Trevor Reed may be the most high-profile of the American volunteers in the Russia-Ukraine conflict to become a patient at Landstuhl Regional Medical Center, but he wasn’t the first and likely won’t be the last.
The Defense Department’s largest hospital overseas treated its first American casualty from the battlefield in Ukraine in February, hospital spokesman Marcy Sanchez said Monday.
And its first Ukrainian patient from the war, which began with a full-scale Russian invasion Feb. 24, 2022, was seen in November, Sanchez said.
The New York Times reported Saturday that LRMC had admitted 14 people wounded in the war, including Americans. On Monday, Sanchez revised that number up to 18.
Reed’s decision to go to Ukraine and risk being recaptured by troops of the country that had wrongfully imprisoned him for almost three years drew consternation from the U.S. government, which had taken great pains to secure his release, media reports said.
In late July, Reed’s name resurfaced in news reports saying that he was being treated at LRMC for injuries from a land mine explosion. He was expected to make a full recovery, ABC News reported, citing two sources.
Members of the Ukrainian armed forces have been treated there, as well as volunteers from the United States and other allied countries, Sanchez said.
Stars and Stripes first reported in April that the hospital had started treating Ukrainian fighters.
In June 2022, Defense Secretary Lloyd Austin authorized LRMC to begin treating wounded Ukrainian forces, up to 18 at a time, Sanchez said.
The approval allows the hospital to provide the same level of care as it does to active-duty U.S. troops injured in combat.
“That takes into account our normal mission,” he said. “We’re not diminishing our services … or capabilities by providing that care.”
He couldn’t say immediately how many of those 18 patients were American or whether any Americans are being treated now at the 65-bed, Level II trauma center.
One American who received care at the hospital, Fox News correspondent Benjamin Hall, was not part of the fighting in Ukraine. Hall was severely wounded in Kyiv on March 14, 2022, in an attack that killed two other reporters.
An unknown number of Americans, many of them military veterans, have volunteered alongside Ukrainians. About 20 have been killed.

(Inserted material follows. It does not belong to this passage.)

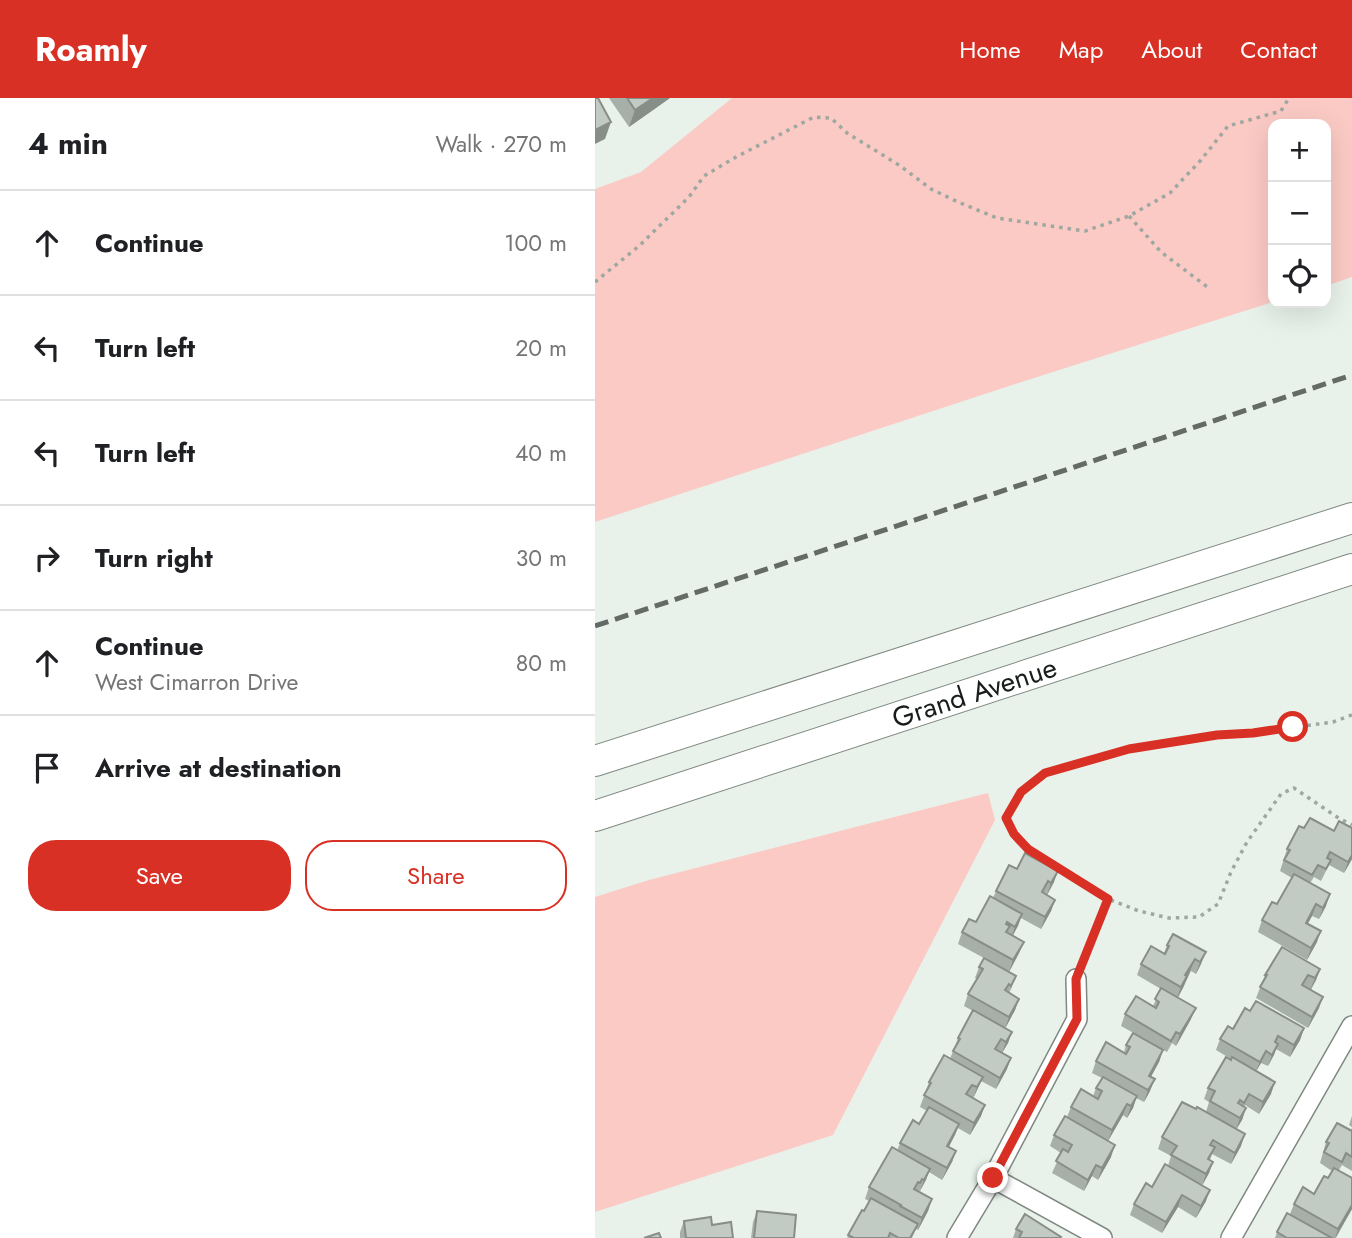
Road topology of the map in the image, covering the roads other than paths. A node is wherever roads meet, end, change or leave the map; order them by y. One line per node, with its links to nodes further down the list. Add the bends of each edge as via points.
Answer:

All the American volunteers treated there have been affiliated with a unit from the country’s armed forces, Sanchez said, adding that the hospital won’t turn away someone needing medical attention.
First, though, the injured must get to the front door of the hospital, an often arduous, dayslong journey over land from Ukraine. LRMC doesn’t transport patients, most of whom have received logistical support from nongovernmental organizations, Sanchez said.
The R.T. Weatherman Foundation, a private organization based in the U.S., paid for the ambulance transportation of some patients, allowing them to make the 30-hour drive through Poland and across Germany, according to The New York Times.
The organization says on its website that it has repatriated numerous Americans killed or wounded in Ukraine.
Most of the people who were brought from Ukraine for care at LRMC “are now doing well,” Sanchez said.